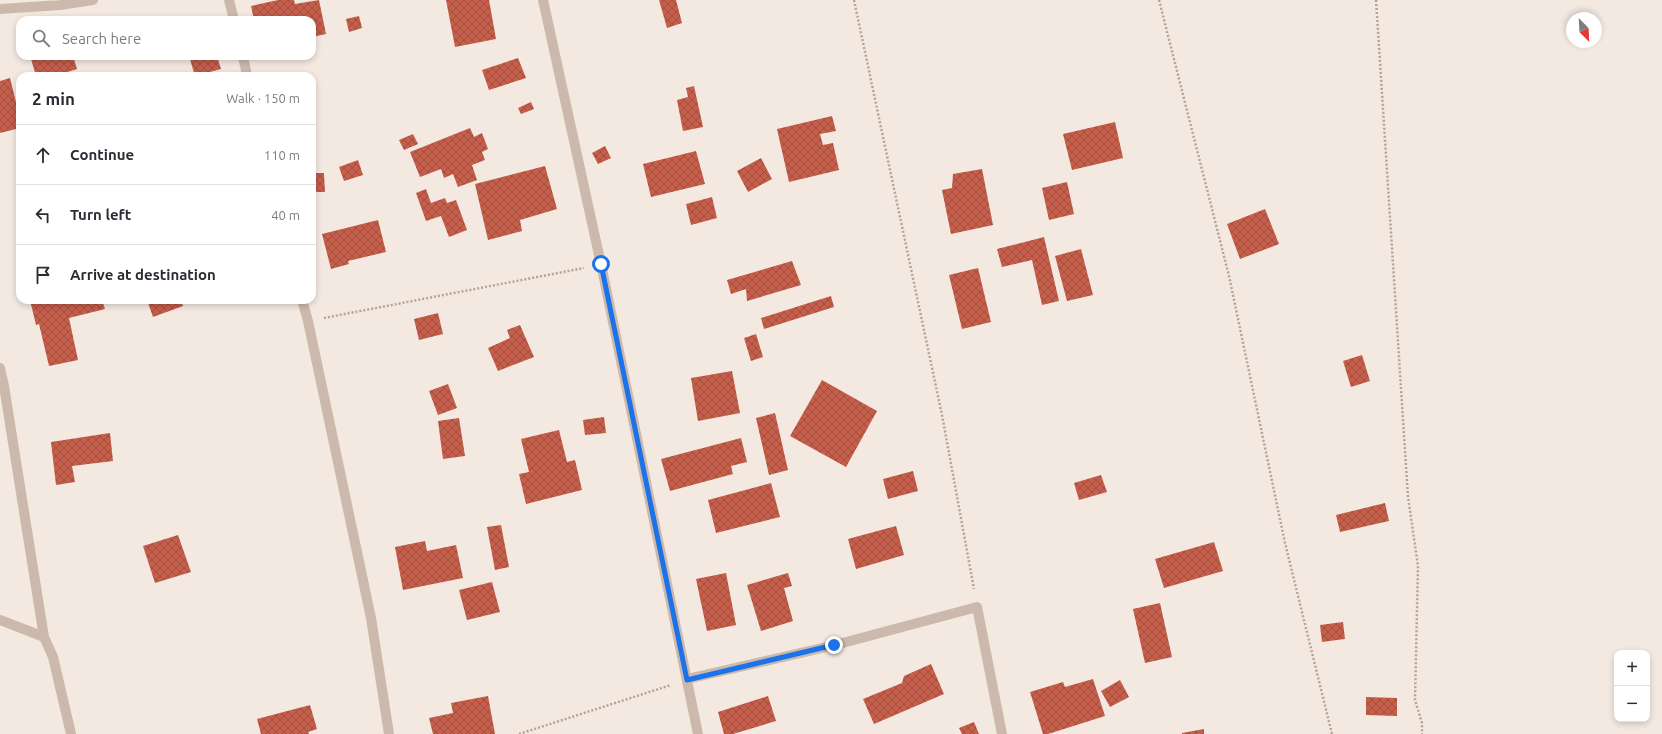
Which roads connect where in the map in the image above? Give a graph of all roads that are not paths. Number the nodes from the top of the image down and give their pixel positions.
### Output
1 (93, 0) edge
2 (229, 0) edge
3 (543, 0) edge
4 (0, 9) edge
5 (233, 16) edge
6 (243, 60) edge
7 (247, 72) edge
8 (303, 304) edge
9 (0, 368) edge
10 (0, 620) edge
11 (44, 637) junction
12 (687, 680) junction
13 (71, 734) edge
14 (389, 734) edge
15 (698, 734) edge
16 (1002, 734) edge

1 - 4 street
2 - 5 street
3 - 12 street
6 - 7 street
8 - 14 street
9 - 11 street
10 - 11 street
11 - 13 street
12 - 15 street
12 - 16 street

=== Task goal ===
The output is the data above, repeated exactly, with pictures omitted.

=== Reply ===
Which roads connect where in the map in the image above? Give a graph of all roads that are not paths. Number the nodes from the top of the image down and give their pixel positions.
### Output
1 (93, 0) edge
2 (229, 0) edge
3 (543, 0) edge
4 (0, 9) edge
5 (233, 16) edge
6 (243, 60) edge
7 (247, 72) edge
8 (303, 304) edge
9 (0, 368) edge
10 (0, 620) edge
11 (44, 637) junction
12 (687, 680) junction
13 (71, 734) edge
14 (389, 734) edge
15 (698, 734) edge
16 (1002, 734) edge

1 - 4 street
2 - 5 street
3 - 12 street
6 - 7 street
8 - 14 street
9 - 11 street
10 - 11 street
11 - 13 street
12 - 15 street
12 - 16 street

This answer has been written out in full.